Previous research that the Chiba University team conducted dealt with a cancer therapy’s ability to trigger apoptosis. The therapy, Sutent (sunitinib malate), prompted a Cx subtype known as Cx43 to trigger Bax-mediated programmed cell death in malignant mesothelioma cells.
The finding suggested that a combination of drugs focusing on Cx could become a new cancer treatment strategy. But the team had yet to identify the mechanism underlying Cx43-driven apoptosis.
So the researchers genetically engineered malignant mesothelioma cells to produce Cx43. When they treated the cells with Sutent, they produced more Bax. The team noted that the protein was predominantly located at — and caused the dysfunction of — mitochondria, a cell component responsible for energy production.
Sutent also increased levels of the protein JNK in the Cx43-engineered cells. JNK is a key modulator of cell-to-cell signaling, and it stabilizes Bax’s activity. Importantly, lowering levels of JNK suppressed Bax activation, the researchers found.
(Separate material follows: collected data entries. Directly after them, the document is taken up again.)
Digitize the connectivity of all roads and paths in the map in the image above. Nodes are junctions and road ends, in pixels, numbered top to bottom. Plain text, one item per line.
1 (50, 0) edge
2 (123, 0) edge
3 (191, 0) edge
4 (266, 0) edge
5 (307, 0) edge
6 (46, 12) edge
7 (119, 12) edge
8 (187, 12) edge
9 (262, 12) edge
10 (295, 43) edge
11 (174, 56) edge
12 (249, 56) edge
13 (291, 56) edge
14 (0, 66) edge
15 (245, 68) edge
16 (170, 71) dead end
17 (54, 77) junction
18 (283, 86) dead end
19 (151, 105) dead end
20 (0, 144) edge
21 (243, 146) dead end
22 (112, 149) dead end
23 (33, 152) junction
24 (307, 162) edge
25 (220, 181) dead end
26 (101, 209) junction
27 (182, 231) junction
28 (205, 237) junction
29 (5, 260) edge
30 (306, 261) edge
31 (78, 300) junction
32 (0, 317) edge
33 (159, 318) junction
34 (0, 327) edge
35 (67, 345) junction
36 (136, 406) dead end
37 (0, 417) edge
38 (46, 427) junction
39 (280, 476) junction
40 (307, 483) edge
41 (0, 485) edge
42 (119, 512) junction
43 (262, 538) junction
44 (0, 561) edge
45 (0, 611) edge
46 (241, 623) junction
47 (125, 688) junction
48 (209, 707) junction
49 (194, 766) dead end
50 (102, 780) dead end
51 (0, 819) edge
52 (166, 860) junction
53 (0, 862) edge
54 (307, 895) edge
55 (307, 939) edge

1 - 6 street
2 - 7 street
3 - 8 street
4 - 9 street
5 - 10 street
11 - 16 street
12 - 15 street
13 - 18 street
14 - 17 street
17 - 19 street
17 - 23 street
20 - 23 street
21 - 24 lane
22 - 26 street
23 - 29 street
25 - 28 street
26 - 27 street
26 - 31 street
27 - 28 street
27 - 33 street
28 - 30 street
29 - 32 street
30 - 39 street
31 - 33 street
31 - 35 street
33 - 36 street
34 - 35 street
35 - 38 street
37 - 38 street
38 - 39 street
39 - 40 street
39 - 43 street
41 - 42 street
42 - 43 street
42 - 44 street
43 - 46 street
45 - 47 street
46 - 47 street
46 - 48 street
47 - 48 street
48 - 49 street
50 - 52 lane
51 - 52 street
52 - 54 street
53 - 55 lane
In addition, the scientists learned that JNK and Bax were in close proximity in the cells, indicating they were interacting with each other. When the team eliminated Cx43 from the cells, JNK and Bax were no longer in proximity.
The study indicated that Cx43, JNK and Bax can act together to regulate programmed cell death.
In addition, “Bax expression level was correlated with the excellent responses to chemotherapy in patients with advanced gastric and breast tumors,” the researchers wrote. Together, the results suggest that therapies that promote the production of Cx and that target Bax could be a way to treat mesothelioma.
Although researchers expected Sutent to be an effective treatment for malignant mesothelioma, early results showed it had limited impact. Still, the team’s findings suggest that building therapies around Cx could lead to more effective cancer treatments.